# Your task
Scan the listing below for the word "Poggio" and state how many lines hold it. Write nothing but the number.

# Record excerpts
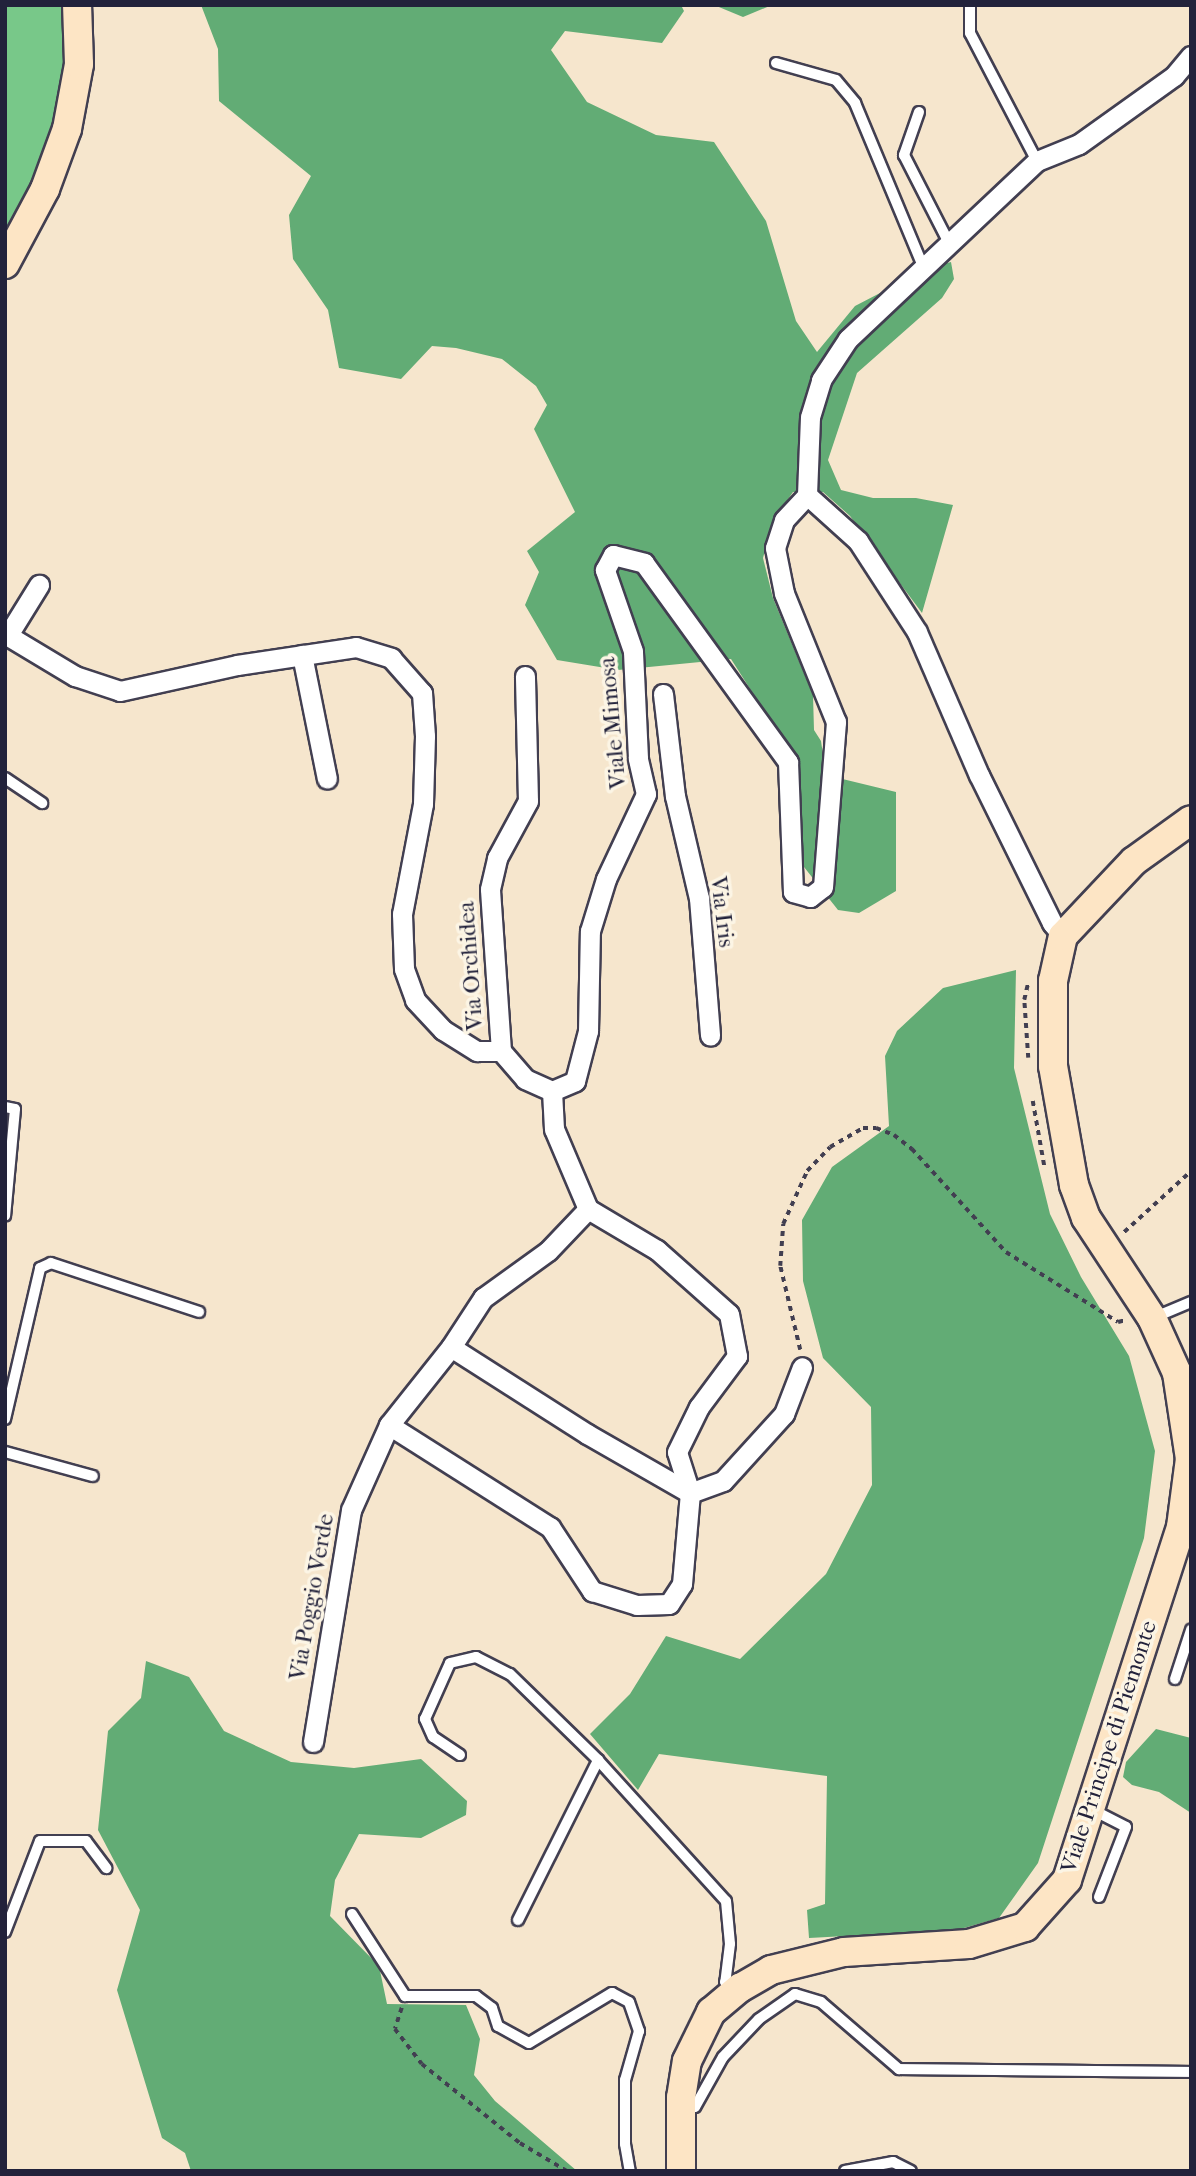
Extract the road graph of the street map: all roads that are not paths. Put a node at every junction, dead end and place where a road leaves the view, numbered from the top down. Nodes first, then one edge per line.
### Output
1 (77, 5) edge
2 (970, 5) edge
3 (1191, 55) edge
4 (776, 63) dead end
5 (919, 112) dead end
6 (1037, 160) junction
7 (948, 242) junction
8 (5, 264) edge
9 (923, 266) junction
10 (807, 495) junction
11 (39, 584) dead end
12 (6, 635) edge
13 (302, 655) junction
14 (525, 676) dead end
15 (663, 694) dead end
16 (5, 778) edge
17 (327, 779) dead end
18 (646, 793) junction
19 (675, 796) junction
20 (42, 803) dead end
21 (1191, 820) edge
22 (1063, 936) junction
23 (710, 1036) dead end
24 (501, 1051) junction
25 (552, 1091) junction
26 (5, 1107) edge
27 (588, 1209) junction
28 (5, 1216) edge
29 (1191, 1302) edge
30 (199, 1312) dead end
31 (1152, 1318) junction
32 (452, 1347) junction
33 (802, 1367) road end
34 (5, 1419) edge
35 (390, 1425) junction
36 (5, 1452) edge
37 (93, 1476) dead end
38 (690, 1493) junction
39 (1191, 1630) edge
40 (1175, 1679) dead end
41 (313, 1742) dead end
42 (460, 1755) dead end
43 (598, 1760) junction
44 (1090, 1809) junction
45 (106, 1868) dead end
46 (1098, 1897) dead end
47 (352, 1914) dead end
48 (518, 1920) dead end
49 (5, 1932) edge
50 (740, 1988) junction
51 (1191, 2072) edge
52 (681, 2098) junction
53 (630, 2171) edge
54 (681, 2171) edge
55 (845, 2171) edge
56 (911, 2171) edge

1 - 8 street
2 - 6 lane
3 - 6 street
4 - 9 lane
5 - 7 lane
6 - 7 street
7 - 9 street
9 - 10 street
10 - 18 street, Viale Mimosa
10 - 22 street
11 - 12 street
12 - 13 street
13 - 17 street
13 - 24 street
14 - 24 street, Via Orchidea
15 - 19 street, Via Iris
16 - 20 lane
18 - 19 street
18 - 25 street, Viale Mimosa
19 - 23 street, Via Iris
21 - 22 street
22 - 31 street, Viale Principe di Piemonte
24 - 25 street
25 - 27 street
26 - 28 lane
27 - 32 street, Via Poggio Verde
27 - 38 street
29 - 31 lane
30 - 34 lane
31 - 44 street, Viale Principe di Piemonte
32 - 35 street, Via Poggio Verde
32 - 38 street
33 - 38 street
35 - 38 street
35 - 41 street, Via Poggio Verde
36 - 37 lane
39 - 40 lane
42 - 43 lane
43 - 48 lane
43 - 50 lane
44 - 46 lane
44 - 50 street, Viale Principe di Piemonte
45 - 49 lane
47 - 53 lane
50 - 52 street, Viale Principe di Piemonte
51 - 52 lane
52 - 54 street, Viale Principe di Piemonte
55 - 56 lane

# The answer
3